### EXERCISE PROMPT
All of the data needs to be reproduced with no alterations.

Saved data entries
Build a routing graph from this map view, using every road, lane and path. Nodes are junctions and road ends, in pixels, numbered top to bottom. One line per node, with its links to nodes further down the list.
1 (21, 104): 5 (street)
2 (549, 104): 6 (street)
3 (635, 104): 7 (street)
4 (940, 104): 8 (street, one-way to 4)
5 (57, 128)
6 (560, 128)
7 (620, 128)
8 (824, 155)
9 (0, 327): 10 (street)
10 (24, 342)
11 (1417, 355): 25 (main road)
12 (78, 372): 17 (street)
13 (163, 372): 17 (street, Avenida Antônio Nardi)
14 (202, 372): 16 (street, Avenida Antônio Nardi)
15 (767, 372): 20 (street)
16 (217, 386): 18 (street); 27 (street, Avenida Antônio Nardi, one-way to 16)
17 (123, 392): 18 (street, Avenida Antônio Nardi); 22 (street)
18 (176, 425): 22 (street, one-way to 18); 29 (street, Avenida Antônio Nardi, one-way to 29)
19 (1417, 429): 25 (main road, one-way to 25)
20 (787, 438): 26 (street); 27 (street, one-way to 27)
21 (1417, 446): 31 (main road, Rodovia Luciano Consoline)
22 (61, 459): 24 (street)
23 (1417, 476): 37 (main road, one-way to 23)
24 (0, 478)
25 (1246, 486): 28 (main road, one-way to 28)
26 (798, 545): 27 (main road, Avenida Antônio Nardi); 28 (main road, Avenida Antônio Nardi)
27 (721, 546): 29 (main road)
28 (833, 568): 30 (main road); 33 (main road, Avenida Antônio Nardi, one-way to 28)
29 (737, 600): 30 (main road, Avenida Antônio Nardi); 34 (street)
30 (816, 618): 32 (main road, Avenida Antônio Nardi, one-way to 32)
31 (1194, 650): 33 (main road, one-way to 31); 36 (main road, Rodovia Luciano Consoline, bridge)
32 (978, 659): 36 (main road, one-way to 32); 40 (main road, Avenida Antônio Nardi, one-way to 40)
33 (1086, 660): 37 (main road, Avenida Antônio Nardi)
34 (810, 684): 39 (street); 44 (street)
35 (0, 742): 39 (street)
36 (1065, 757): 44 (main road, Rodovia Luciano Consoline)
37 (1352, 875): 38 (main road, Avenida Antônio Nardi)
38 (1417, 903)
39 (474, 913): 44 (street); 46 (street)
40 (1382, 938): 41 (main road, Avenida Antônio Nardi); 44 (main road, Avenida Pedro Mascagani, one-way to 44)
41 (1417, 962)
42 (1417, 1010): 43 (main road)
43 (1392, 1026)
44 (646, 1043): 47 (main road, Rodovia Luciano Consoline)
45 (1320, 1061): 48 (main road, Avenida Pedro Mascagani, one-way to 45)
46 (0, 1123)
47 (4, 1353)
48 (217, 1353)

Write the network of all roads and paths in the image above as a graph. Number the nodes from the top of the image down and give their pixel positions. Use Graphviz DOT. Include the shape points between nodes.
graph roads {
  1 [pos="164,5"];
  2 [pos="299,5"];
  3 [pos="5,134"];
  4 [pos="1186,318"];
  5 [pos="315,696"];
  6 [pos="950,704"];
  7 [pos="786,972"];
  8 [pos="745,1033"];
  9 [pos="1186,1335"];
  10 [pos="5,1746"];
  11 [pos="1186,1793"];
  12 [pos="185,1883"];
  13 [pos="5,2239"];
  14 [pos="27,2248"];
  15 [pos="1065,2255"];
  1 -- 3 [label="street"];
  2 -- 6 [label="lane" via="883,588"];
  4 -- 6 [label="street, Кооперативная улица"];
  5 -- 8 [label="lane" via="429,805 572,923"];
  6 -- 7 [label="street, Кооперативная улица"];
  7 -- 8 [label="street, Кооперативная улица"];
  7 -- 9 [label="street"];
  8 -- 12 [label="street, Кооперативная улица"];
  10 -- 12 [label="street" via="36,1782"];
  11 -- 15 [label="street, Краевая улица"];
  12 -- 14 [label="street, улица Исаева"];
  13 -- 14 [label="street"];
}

### EXERCISE RESPONSE
Build a routing graph from this map view, using every road, lane and path. Nodes are junctions and road ends, in pixels, numbered top to bottom. One line per node, with its links to nodes further down the list.
1 (21, 104): 5 (street)
2 (549, 104): 6 (street)
3 (635, 104): 7 (street)
4 (940, 104): 8 (street, one-way to 4)
5 (57, 128)
6 (560, 128)
7 (620, 128)
8 (824, 155)
9 (0, 327): 10 (street)
10 (24, 342)
11 (1417, 355): 25 (main road)
12 (78, 372): 17 (street)
13 (163, 372): 17 (street, Avenida Antônio Nardi)
14 (202, 372): 16 (street, Avenida Antônio Nardi)
15 (767, 372): 20 (street)
16 (217, 386): 18 (street); 27 (street, Avenida Antônio Nardi, one-way to 16)
17 (123, 392): 18 (street, Avenida Antônio Nardi); 22 (street)
18 (176, 425): 22 (street, one-way to 18); 29 (street, Avenida Antônio Nardi, one-way to 29)
19 (1417, 429): 25 (main road, one-way to 25)
20 (787, 438): 26 (street); 27 (street, one-way to 27)
21 (1417, 446): 31 (main road, Rodovia Luciano Consoline)
22 (61, 459): 24 (street)
23 (1417, 476): 37 (main road, one-way to 23)
24 (0, 478)
25 (1246, 486): 28 (main road, one-way to 28)
26 (798, 545): 27 (main road, Avenida Antônio Nardi); 28 (main road, Avenida Antônio Nardi)
27 (721, 546): 29 (main road)
28 (833, 568): 30 (main road); 33 (main road, Avenida Antônio Nardi, one-way to 28)
29 (737, 600): 30 (main road, Avenida Antônio Nardi); 34 (street)
30 (816, 618): 32 (main road, Avenida Antônio Nardi, one-way to 32)
31 (1194, 650): 33 (main road, one-way to 31); 36 (main road, Rodovia Luciano Consoline, bridge)
32 (978, 659): 36 (main road, one-way to 32); 40 (main road, Avenida Antônio Nardi, one-way to 40)
33 (1086, 660): 37 (main road, Avenida Antônio Nardi)
34 (810, 684): 39 (street); 44 (street)
35 (0, 742): 39 (street)
36 (1065, 757): 44 (main road, Rodovia Luciano Consoline)
37 (1352, 875): 38 (main road, Avenida Antônio Nardi)
38 (1417, 903)
39 (474, 913): 44 (street); 46 (street)
40 (1382, 938): 41 (main road, Avenida Antônio Nardi); 44 (main road, Avenida Pedro Mascagani, one-way to 44)
41 (1417, 962)
42 (1417, 1010): 43 (main road)
43 (1392, 1026)
44 (646, 1043): 47 (main road, Rodovia Luciano Consoline)
45 (1320, 1061): 48 (main road, Avenida Pedro Mascagani, one-way to 45)
46 (0, 1123)
47 (4, 1353)
48 (217, 1353)

Write the network of all roads and paths in the image above as a graph. Number the nodes from the top of the image down and give their pixel positions. Use Graphviz DOT. Include the shape points between nodes.
graph roads {
  1 [pos="164,5"];
  2 [pos="299,5"];
  3 [pos="5,134"];
  4 [pos="1186,318"];
  5 [pos="315,696"];
  6 [pos="950,704"];
  7 [pos="786,972"];
  8 [pos="745,1033"];
  9 [pos="1186,1335"];
  10 [pos="5,1746"];
  11 [pos="1186,1793"];
  12 [pos="185,1883"];
  13 [pos="5,2239"];
  14 [pos="27,2248"];
  15 [pos="1065,2255"];
  1 -- 3 [label="street"];
  2 -- 6 [label="lane" via="883,588"];
  4 -- 6 [label="street, Кооперативная улица"];
  5 -- 8 [label="lane" via="429,805 572,923"];
  6 -- 7 [label="street, Кооперативная улица"];
  7 -- 8 [label="street, Кооперативная улица"];
  7 -- 9 [label="street"];
  8 -- 12 [label="street, Кооперативная улица"];
  10 -- 12 [label="street" via="36,1782"];
  11 -- 15 [label="street, Краевая улица"];
  12 -- 14 [label="street, улица Исаева"];
  13 -- 14 [label="street"];
}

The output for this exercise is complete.